Although some of our previous articles on fabulous beasts have provoked expressions of doubt among a few of our less experienced readers, those but recently admitted into the world of heraldry, we present here the unicorn whose reality no one will deny. Indeed, many readers have made enquiry into our reasons for not writing of this beautiful equine earlier, for its rôle as a supporter of the Royal Arms justifies high precedence in any bestiary, and perhaps we have been remiss in leaving discussion on its origins, on its majesty and magic, until now.

Unicorn by Starlight
Sable starlight on a unicorn’s head couped all Proper
(from A Roll of Arms for the 21st Century)
Unicorn Head
The unicorn was once believed to be mythical, its origin being said to be that of an oryx viewed from the side so that its two horns appear as one, and the “unicorn horns” circulated in eastern markets being claimed as the tusks of the narwhal appropriately carved with a spiral indentation.
These superstitions have been overcome in modern times by the large number of recorded sightings, many captured for us on canvas by such artists as Sharlene Lindskog-Osorio, a reader who sent us the close-up shown here on the left and the moonlight glimpse below right.

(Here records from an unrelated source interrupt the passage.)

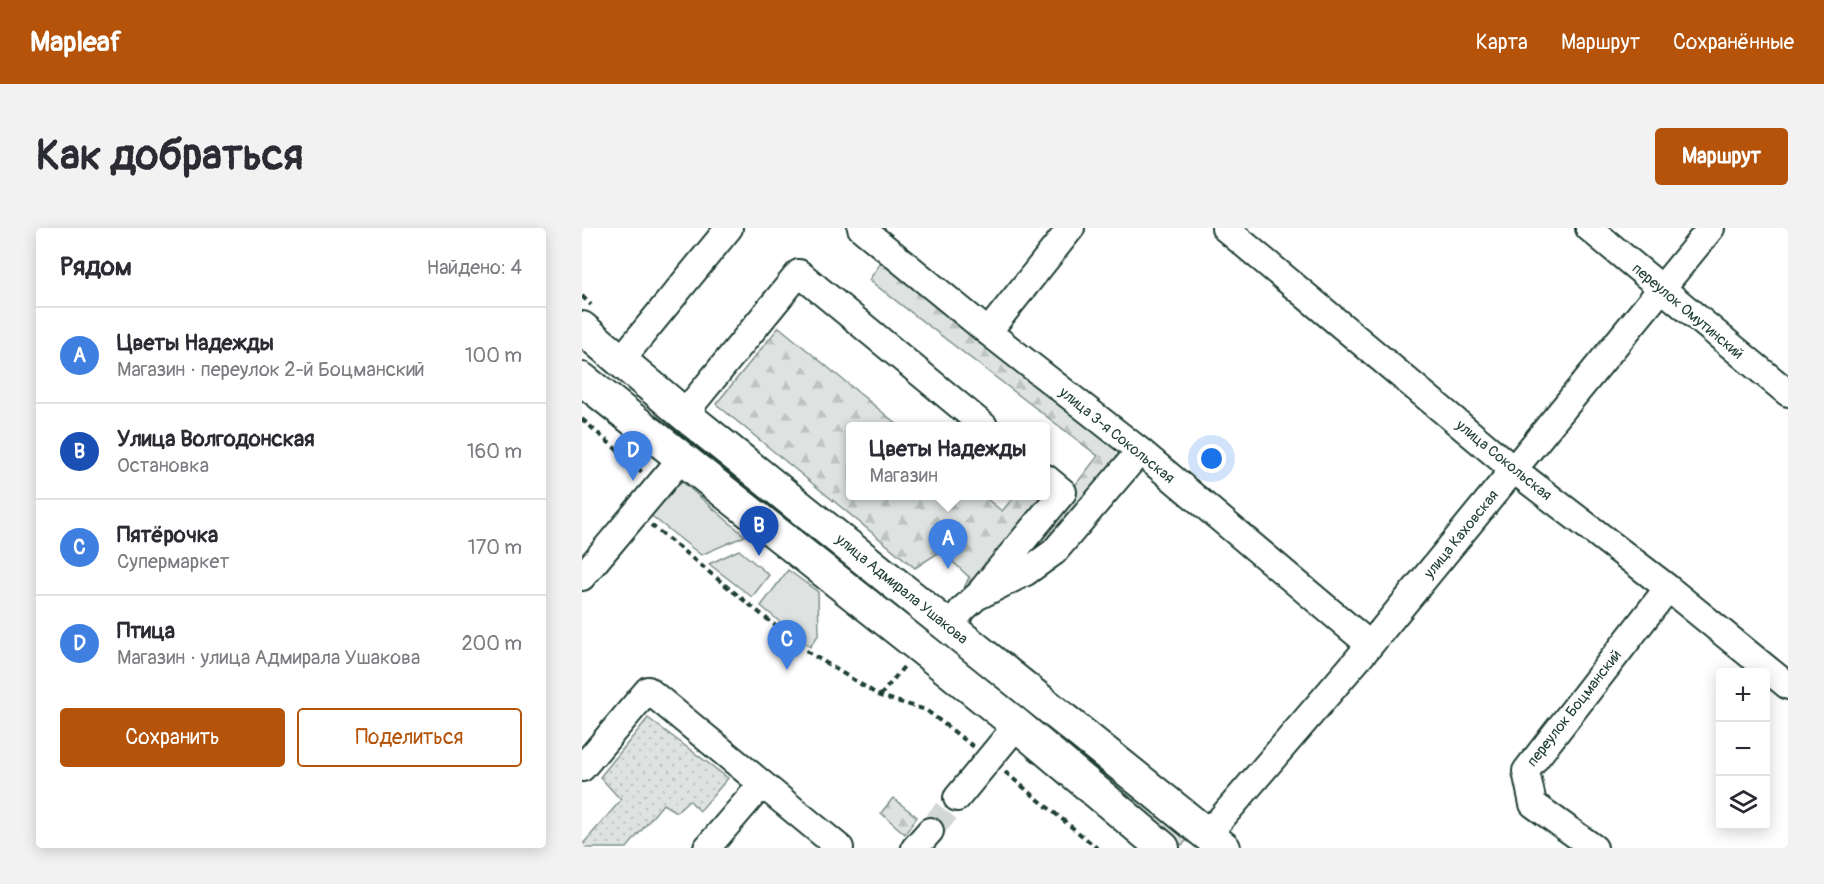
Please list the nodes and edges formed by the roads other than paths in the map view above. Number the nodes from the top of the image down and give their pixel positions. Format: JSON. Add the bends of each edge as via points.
{"nodes":[{"id":1,"x":729,"y":228,"type":"edge"},
{"id":2,"x":861,"y":228,"type":"edge"},
{"id":3,"x":1071,"y":228,"type":"edge"},
{"id":4,"x":1225,"y":228,"type":"edge"},
{"id":5,"x":1589,"y":228,"type":"edge"},
{"id":6,"x":1711,"y":228,"type":"edge"},
{"id":7,"x":1662,"y":289,"type":"junction"},
{"id":8,"x":582,"y":328,"type":"edge"},
{"id":9,"x":988,"y":332,"type":"junction"},
{"id":10,"x":621,"y":360,"type":"junction"},
{"id":11,"x":582,"y":379,"type":"edge"},
{"id":12,"x":1788,"y":393,"type":"edge"},
{"id":13,"x":675,"y":405,"type":"junction"},
{"id":14,"x":979,"y":422,"type":"edge"},
{"id":15,"x":641,"y":427,"type":"junction"},
{"id":16,"x":1140,"y":451,"type":"junction"},
{"id":17,"x":681,"y":459,"type":"junction"},
{"id":18,"x":1514,"y":470,"type":"junction"},
{"id":19,"x":1050,"y":481,"type":"edge"},
{"id":20,"x":582,"y":577,"type":"edge"},
{"id":21,"x":1668,"y":588,"type":"junction"},
{"id":22,"x":976,"y":597,"type":"junction"},
{"id":23,"x":950,"y":627,"type":"junction"},
{"id":24,"x":1370,"y":645,"type":"junction"},
{"id":25,"x":1788,"y":686,"type":"edge"},
{"id":26,"x":1017,"y":724,"type":"junction"},
{"id":27,"x":582,"y":768,"type":"edge"},
{"id":28,"x":762,"y":784,"type":"junction"},
{"id":29,"x":957,"y":798,"type":"tunnel mouth"},
{"id":30,"x":1214,"y":840,"type":"edge"},
{"id":31,"x":707,"y":848,"type":"edge"},
{"id":32,"x":840,"y":848,"type":"edge"},
{"id":33,"x":1163,"y":848,"type":"edge"},
{"id":34,"x":1594,"y":848,"type":"edge"}],
"edges":[{"from":1,"to":10,"type":"street"},
{"from":2,"to":9,"type":"street","name":"улица 3-я Сокольская"},
{"from":3,"to":9,"type":"street"},
{"from":4,"to":18,"type":"street","name":"улица Сокольская"},
{"from":5,"to":7,"type":"street","name":"переулок Омутинский"},
{"from":6,"to":7,"type":"street","name":"улица Каховская"},
{"from":7,"to":12,"type":"street","name":"переулок Омутинский"},
{"from":7,"to":18,"type":"street","name":"улица Каховская"},
{"from":8,"to":10,"type":"main road","name":"улица Адмирала Ушакова"},
{"from":9,"to":16,"type":"street","name":"улица 3-я Сокольская"},
{"from":10,"to":13,"type":"main road","name":"улица Адмирала Ушакова"},
{"from":11,"to":15,"type":"main road"},
{"from":13,"to":14,"type":"street","via":[[799,273]]},
{"from":13,"to":15,"type":"main road"},
{"from":13,"to":23,"type":"main road","name":"улица Адмирала Ушакова"},
{"from":15,"to":17,"type":"main road"},
{"from":16,"to":22,"type":"street","via":[[1054,552],[1026,572]]},
{"from":16,"to":24,"type":"street","name":"улица 3-я Сокольская"},
{"from":17,"to":20,"type":"street"},
{"from":17,"to":26,"type":"main road"},
{"from":18,"to":21,"type":"street","name":"улица Сокольская"},
{"from":18,"to":24,"type":"street","name":"улица Каховская"},
{"from":19,"to":22,"type":"street","via":[[1063,492]]},
{"from":21,"to":25,"type":"street","name":"улица Сокольская"},
{"from":21,"to":34,"type":"street","name":"переулок Боцманский","via":[[1526,771],[1533,804]]},
{"from":22,"to":23,"type":"street"},
{"from":23,"to":30,"type":"main road","name":"улица Адмирала Ушакова"},
{"from":24,"to":30,"type":"street","name":"улица Каховская","via":[[1219,821]]},
{"from":26,"to":29,"type":"street"},
{"from":26,"to":33,"type":"main road"},
{"from":27,"to":28,"type":"street","via":[[648,690]]},
{"from":28,"to":31,"type":"street"},
{"from":28,"to":32,"type":"street"}]}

The earliest known reference to the unicorn is in the work of the Greek writer Ctesias who returned from a visit to Persia around 398 BC with news of a white ass whose single horn held magic properties. The powder ground from the horn, he claimed, gave protection against poison.

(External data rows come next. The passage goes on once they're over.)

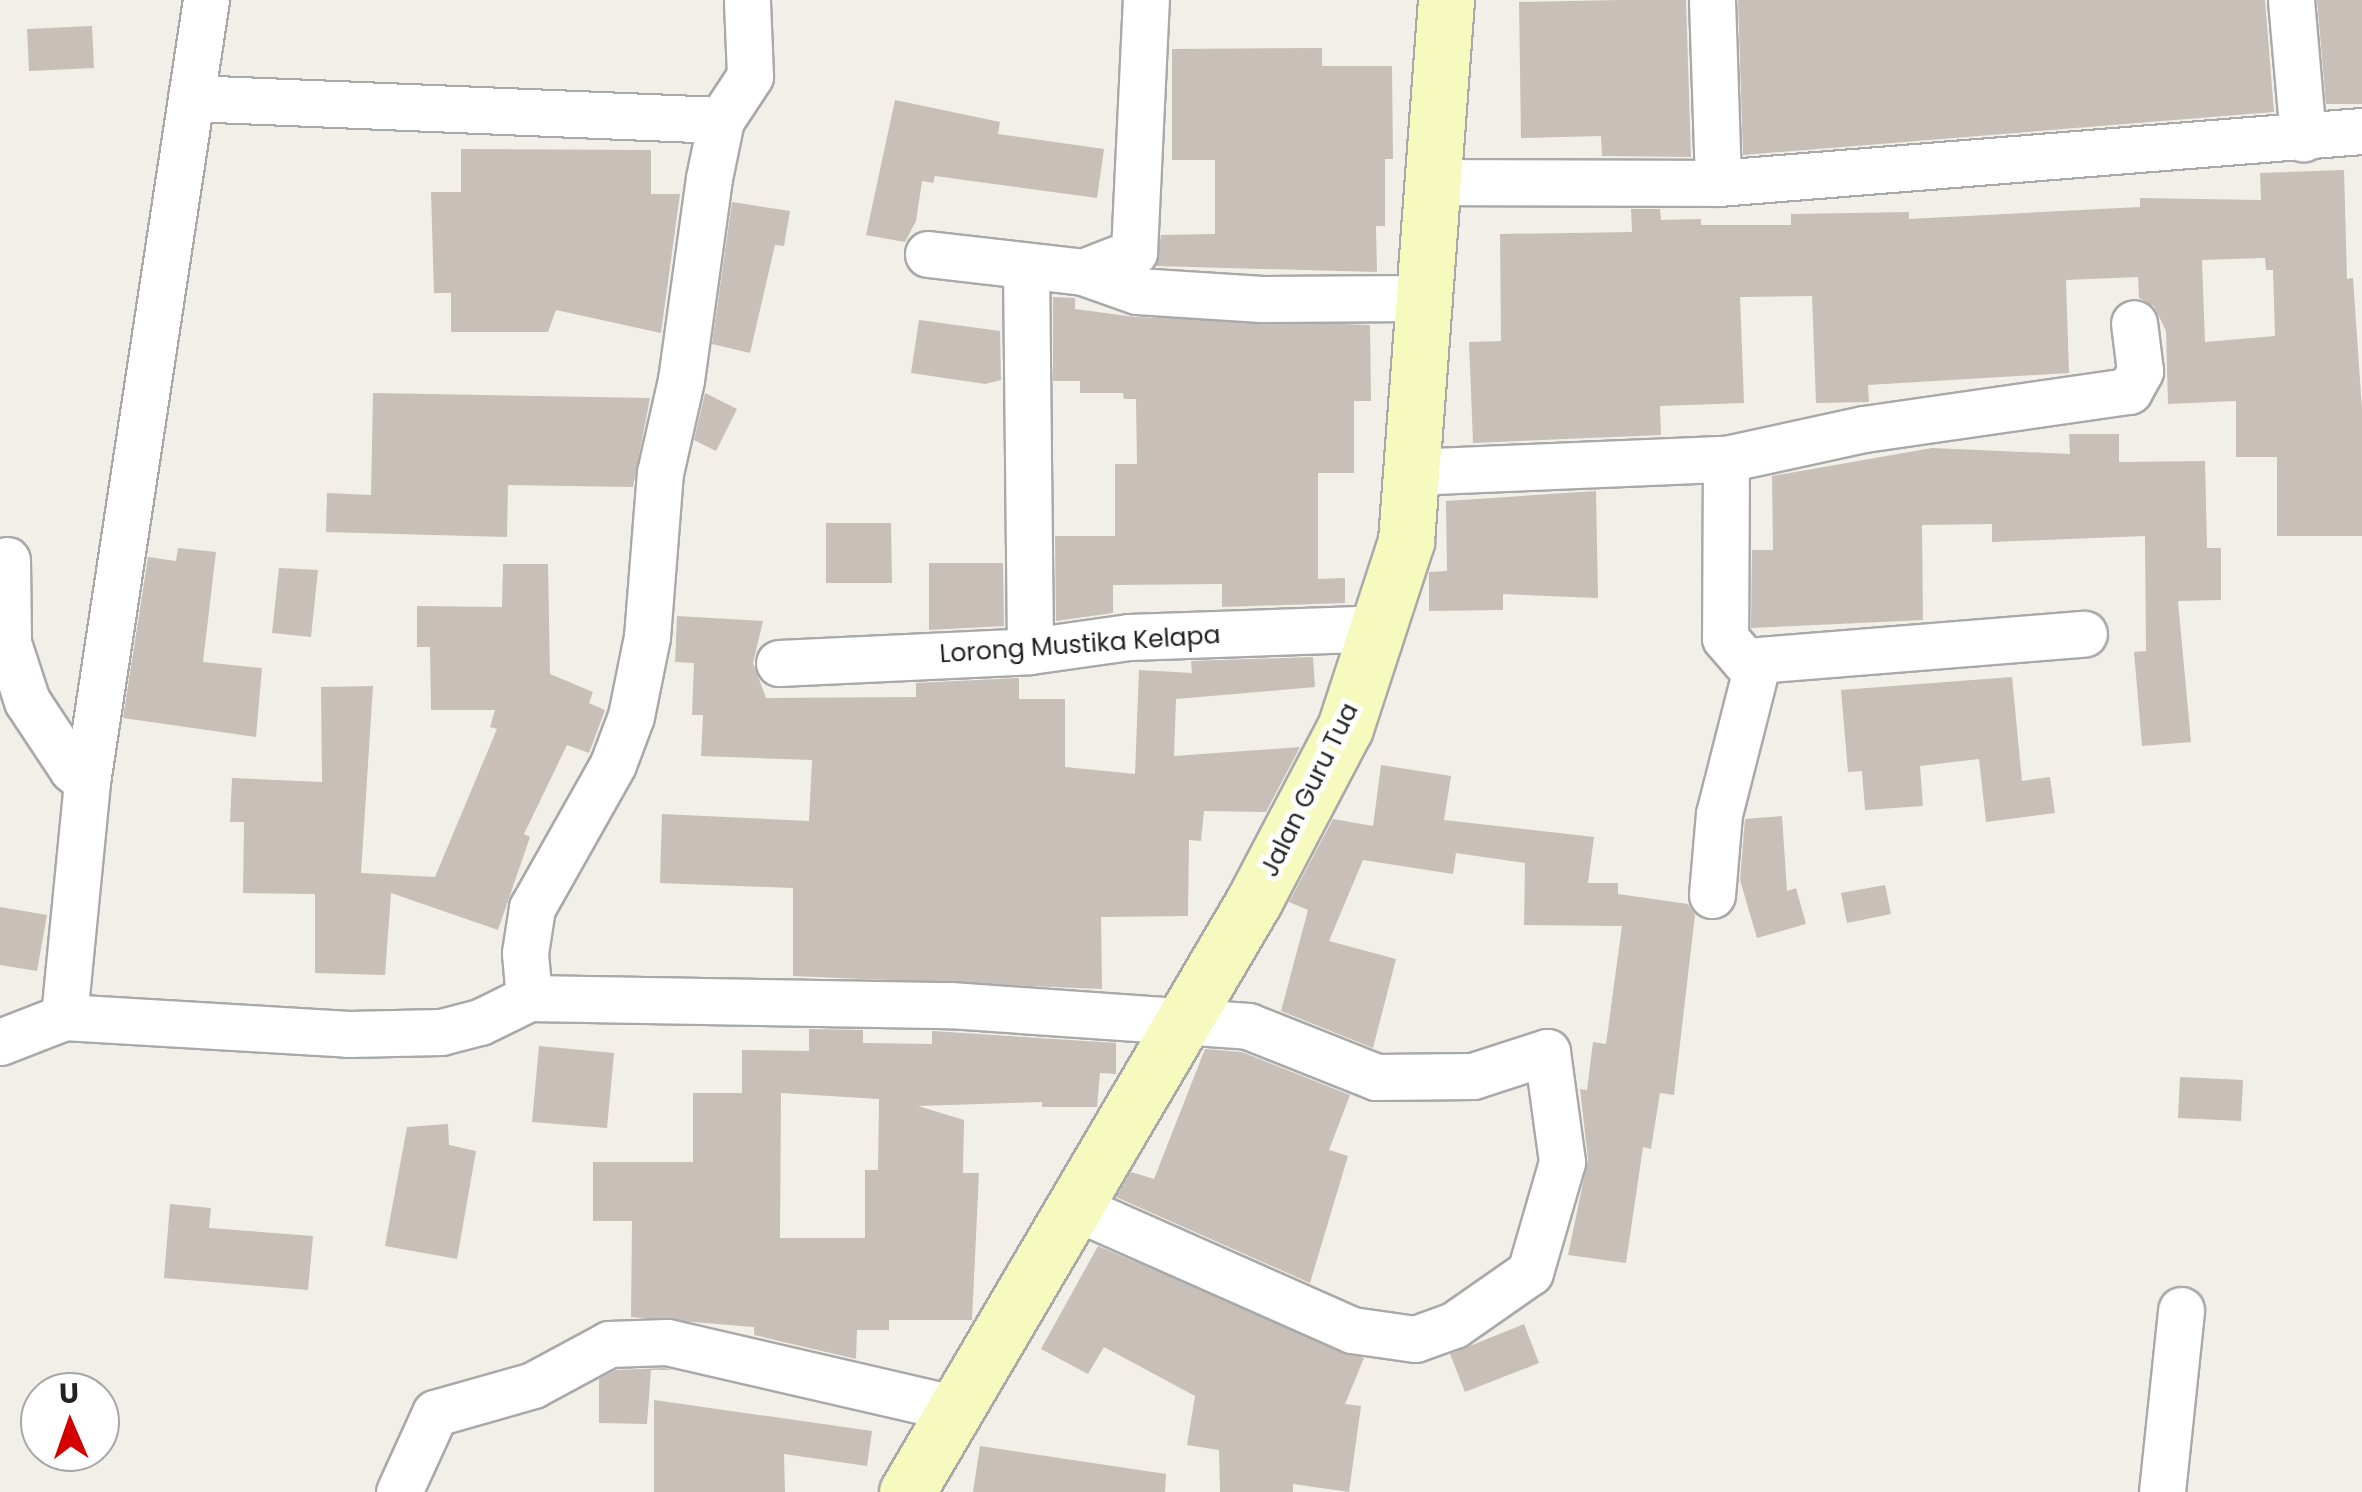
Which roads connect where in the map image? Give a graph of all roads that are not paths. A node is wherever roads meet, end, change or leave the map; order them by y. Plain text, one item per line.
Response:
1 (206, 0) edge
2 (747, 0) edge
3 (1146, 0) edge
4 (1446, 0) edge
5 (1712, 0) edge
6 (2291, 0) edge
7 (191, 98) junction
8 (721, 120) junction
9 (2303, 138) junction
10 (2361, 139) edge
11 (1433, 182) junction
12 (1718, 183) junction
13 (928, 254) dead end
14 (1026, 266) junction
15 (1083, 272) junction
16 (1424, 298) junction
17 (2134, 323) dead end
18 (1726, 460) junction
19 (1410, 472) junction
20 (6, 560) dead end
21 (1381, 628) junction
22 (2084, 634) dead end
23 (1030, 650) junction
24 (778, 663) dead end
25 (1758, 666) junction
26 (87, 782) junction
27 (1712, 895) dead end
28 (529, 998) junction
29 (64, 1016) junction
30 (1184, 1020) junction
31 (0, 1042) edge
32 (1072, 1206) junction
33 (2182, 1310) dead end
34 (952, 1408) junction
35 (399, 1492) edge
36 (907, 1492) edge
37 (2162, 1492) edge

1 - 7 street
2 - 8 street
3 - 15 street
4 - 11 main road, Jalan Guru Tua
5 - 12 street
6 - 9 street
7 - 8 street
7 - 26 street
8 - 28 street
9 - 10 street
9 - 12 street
11 - 12 street
11 - 16 main road, Jalan Guru Tua
13 - 14 street
14 - 15 street
14 - 23 street
15 - 16 street
16 - 19 main road, Jalan Guru Tua
17 - 18 street
18 - 19 street
18 - 25 street
19 - 21 main road, Jalan Guru Tua
20 - 26 street
21 - 23 street, Lorong Mustika Kelapa
21 - 30 main road, Jalan Guru Tua
22 - 25 street
23 - 24 street, Lorong Mustika Kelapa
25 - 27 street
26 - 29 street
28 - 29 street
28 - 30 street
29 - 31 street
30 - 32 main road, Jalan Guru Tua
30 - 32 street
32 - 34 main road, Jalan Guru Tua
33 - 37 street
34 - 35 street
34 - 36 main road, Jalan Guru Tua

The unicorn is a truly international animal. It was first believed to be confined to India, but it was known in China as Ch’i-lin where it was believed to recognise evil in a man’s heart, which it would then pierce with a thrust of its horn, and in Japan it was known as Ki-rin.
Unicorn by Moonlight
Although mediaeval Europe was dominated by a militant Christianity that sought to exterminate all remnants of pagan beliefs, the Church accepted the unicorn, using its sanctity and virtue to symbolise Christ. Its association with chaste ladies allowed it the caresses of the Virgin Mary.
The unicorn’s link to virginity is twofold. First, it is wild and untamed, but noble, selfless and pure ~ a highborn maiden. Second, although wild it becomes tame in the presence of a true virgin. This is the basis of tales of the unicorn hunt, where a virgin is used to seduce the unicorn into the hunters’ trap for the sake of its valuable horn.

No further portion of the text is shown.